Mission: Impossible - Ghost Protocol (2011)

Mission: Impossible Films
Mission: Impossible (1996) | Mission: Impossible II (2000) | Mission: Impossible III (2006)
Mission: Impossible - Ghost Protocol (2011)
| Mission: Impossible - Rogue Nation (2015) | Mission: Impossible - Fallout (2018)

The "Mission: Impossible" Films - Part 4
Mission: Impossible - Ghost Protocol (2011)
d. Brad Bird, 132 minutes

Film Plot Summary

The film's prologue opened in Budapest (with a fly-over), where IMF (Impossible Missions Force) agent Trevor Hanaway (Josh Holloway) was pursued by three agents, whom he shot and killed (two were shot as he fell backwards from a building's roof). On assignment, he had successfully intercepted a satchel with classified files from a courier. However, as he was about to receive a phone alert about an ASSASSIN, he was shot and killed in an alleyway by the identified French killer for hire named Sabine Moreau (Léa Seydoux), who then took the satchel of files from the slain agent.

The next scene was set in Moscow at Rankow Prison, where veteran IMF agent Ethan Hunt (Tom Cruise) (pretending to be a Russian named Sergei) was incarcerated. [Hunt had been imprisoned for vengefully murdering in cold-blood six Serbian nationals he thought were responsible for his wife Julia Meade's (Michelle Monaghan) vicious murder, considered an "unsanctioned hit" by IMF.] As he was being extracted and rescued by IMF cohorts, including Hanaway's team leader Jane Carter (Paula Patton) and newly-promoted high-tech wizard Benji Dunn (Simon Pegg), Hunt risked the mission by backtracking to search for his intel source and fellow prisoner Bogdan (Miraj Grbic). Dunn had locked the security office and opened cell gates to obstruct the guards and cause a prison riot, while Carter was in an underground sewer awaiting Hunt's arrival - timed to the end of the broadcast of Dean Martin's crooning of "Ain't That a Kick in the Head." When the rescue mission succeeded, the credits began to roll with Lalo Schifrin's familiar theme music - with a lighted fuse providing continuity through a series of images foreshadowing the film's action sequences.

As the IMF team in the back of a van driven by Dunn sped away from the Russian prison, Carter described Hanaway's failed IMF mission ("a simple intercept"), seen again in flashback. At the last possible moment, the courier was identified on an arriving Budapest train as Marek Stefanski. With a quick stabbing of his spiked signet ring marked A113 (also Hunt's code number), Hanaway easily drugged Stefanski and stole the files in a satchel, although he was pursued by other "armed hostiles." The triggered warning about the identity of the assassin on Hanaway's cellphone came too late. Contract killer Sabine Moreau, who often worked for diamonds, shot him and he died in girlfriend Carter's arms.

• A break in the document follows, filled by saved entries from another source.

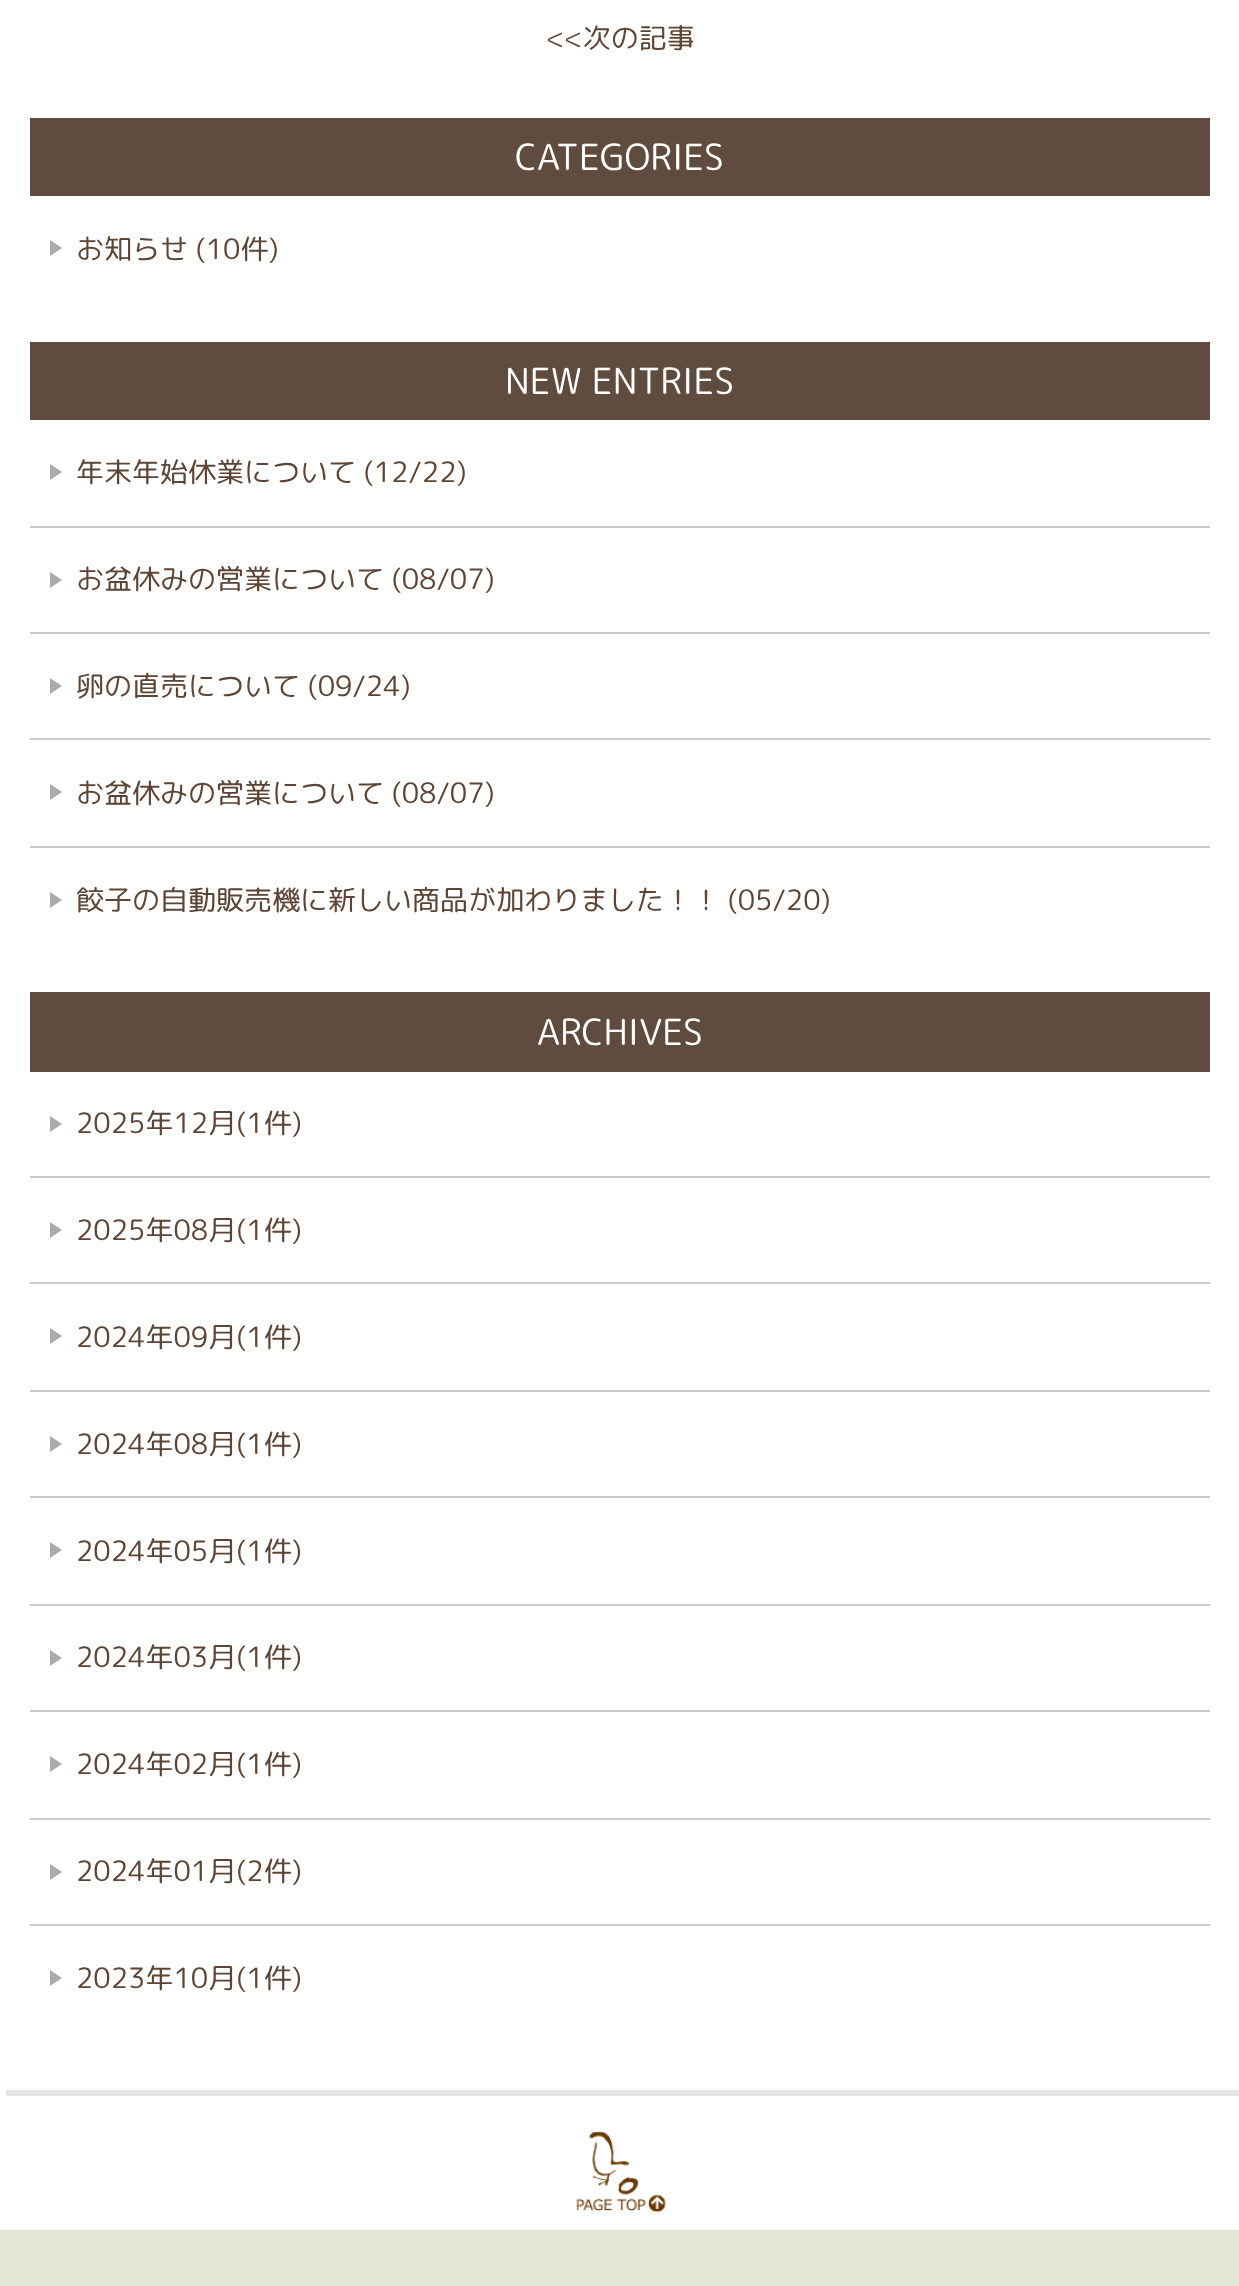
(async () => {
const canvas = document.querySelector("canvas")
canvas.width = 1239
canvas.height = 2286
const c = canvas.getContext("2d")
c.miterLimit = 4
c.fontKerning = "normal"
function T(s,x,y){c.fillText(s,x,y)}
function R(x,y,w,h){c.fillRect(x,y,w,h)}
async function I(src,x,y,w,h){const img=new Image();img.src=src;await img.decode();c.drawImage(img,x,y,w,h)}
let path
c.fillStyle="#fff"
R(0,0,1239,2286)
c.font="28px 'Rounded Mplus 1c'"
c.fillStyle="#5d4434"
T("<<次の記事",546,48)
c.fillStyle="#e6e6e6"
path = new Path2D("M6 2090v6h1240v-1992h-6v1986z")
c.fill(path)
c.fillStyle="#604c3f"
R(30,118,1180,78)
c.font="36px 'Rounded Mplus 1c'"
c.fillStyle="#fff"
T("CATEGORIES",515,170)
c.fillStyle="#aaa"
path = new Path2D("M50 256v-16l12 8z")
c.fill(path)
c.font="28px 'Rounded Mplus 1c'"
c.fillStyle="#5d4434"
T("お知らせ (10件)",76,259)
c.fillStyle="#604c3f"
R(30,342,1180,78)
c.font="36px 'Rounded Mplus 1c'"
c.fillStyle="#fff"
T("NEW ENTRIES",505,394)
c.fillStyle="#ccc"
R(30,526,1180,2)
c.fillStyle="#aaa"
path = new Path2D("M50 480v-16l12 8z")
c.fill(path)
c.font="28px 'Rounded Mplus 1c'"
c.fillStyle="#5d4434"
T("年末年始休業について (12/22)",76,482)
c.fillStyle="#ccc"
R(30,632,1180,2)
c.fillStyle="#aaa"
path = new Path2D("M50 588v-16l12 8z")
c.fill(path)
c.fillStyle="#5d4434"
T("お盆休みの営業について (08/07)",76,589)
c.fillStyle="#ccc"
R(30,738,1180,2)
c.fillStyle="#aaa"
path = new Path2D("M50 694v-16l12 8z")
c.fill(path)
c.fillStyle="#5d4434"
T("卵の直売について (09/24)",76,696)
c.fillStyle="#ccc"
R(30,846,1180,2)
c.fillStyle="#aaa"
path = new Path2D("M50 800v-16l12 8z")
c.fill(path)
c.fillStyle="#5d4434"
T("お盆休みの営業について (08/07)",76,803)
c.fillStyle="#aaa"
path = new Path2D("M50 908v-16l12 8z")
c.fill(path)
c.fillStyle="#5d4434"
T("餃子の自動販売機に新しい商品が加わりました！！ (05/20)",76,910)
c.fillStyle="#604c3f"
R(30,992,1180,80)
c.font="36px 'Rounded Mplus 1c'"
c.fillStyle="#fff"
T("ARCHIVES",537,1045)
c.fillStyle="#ccc"
R(30,1176,1180,2)
c.fillStyle="#aaa"
path = new Path2D("M50 1132v-16l12 8z")
c.fill(path)
c.font="28px 'Rounded Mplus 1c'"
c.fillStyle="#5d4434"
T("2025年12月(1件)",76,1133)
c.fillStyle="#ccc"
R(30,1282,1180,2)
c.fillStyle="#aaa"
path = new Path2D("M50 1238v-16l12 8z")
c.fill(path)
c.fillStyle="#5d4434"
T("2025年08月(1件)",76,1240)
c.fillStyle="#ccc"
R(30,1390,1180,2)
c.fillStyle="#aaa"
path = new Path2D("M50 1344v-16l12 8z")
c.fill(path)
c.fillStyle="#5d4434"
T("2024年09月(1件)",76,1347)
c.fillStyle="#ccc"
R(30,1496,1180,2)
c.fillStyle="#aaa"
path = new Path2D("M50 1452v-16l12 8z")
c.fill(path)
c.fillStyle="#5d4434"
T("2024年08月(1件)",76,1454)
c.fillStyle="#ccc"
R(30,1604,1180,2)
c.fillStyle="#aaa"
path = new Path2D("M50 1558v-16l12 8z")
c.fill(path)
c.fillStyle="#5d4434"
T("2024年05月(1件)",76,1561)
c.fillStyle="#ccc"
R(30,1710,1180,2)
c.fillStyle="#aaa"
path = new Path2D("M50 1666v-16l12 8z")
c.fill(path)
c.fillStyle="#5d4434"
T("2024年03月(1件)",76,1667)
c.fillStyle="#ccc"
R(30,1818,1180,2)
c.fillStyle="#aaa"
path = new Path2D("M50 1772v-16l12 8z")
c.fill(path)
c.fillStyle="#5d4434"
T("2024年02月(1件)",76,1774)
c.fillStyle="#ccc"
R(30,1924,1180,2)
c.fillStyle="#aaa"
path = new Path2D("M50 1880v-16l12 8z")
c.fill(path)
c.fillStyle="#5d4434"
T("2024年01月(2件)",76,1881)
c.fillStyle="#aaa"
path = new Path2D("M50 1986v-16l12 8z")
c.fill(path)
c.fillStyle="#5d4434"
T("2023年10月(1件)",76,1988)
c.fillStyle="#e3e6d2"
R(0,2230,1239,56)
await I("1.png",576,2131,90,82)
})()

More importantly, the files contained Russian nuclear launch codes, desired by an "emerging extremist" - a person of interest code-named Cobalt, who was "determined to detonate a nuclear weapon however he can." It was thought that Moreau would deliver the launch codes to Cobalt, who was a Level-1 nuclear strategist for Russian intelligence. The only way to learn Cobalt's real identity was to infiltrate the secret Moscow Kremlin archives and locate files identifying him. Hunt would impersonate a military officer, Russian intelligence operative General Anatoly Fedorov (Vladimir Mashkov), to get past security checkpoints, while Dunn served as his attache aide. It was reported that Cobalt was already en route to destroy any records of his identity, and the IMF mission to counteract him had to occur within the next 5 hours.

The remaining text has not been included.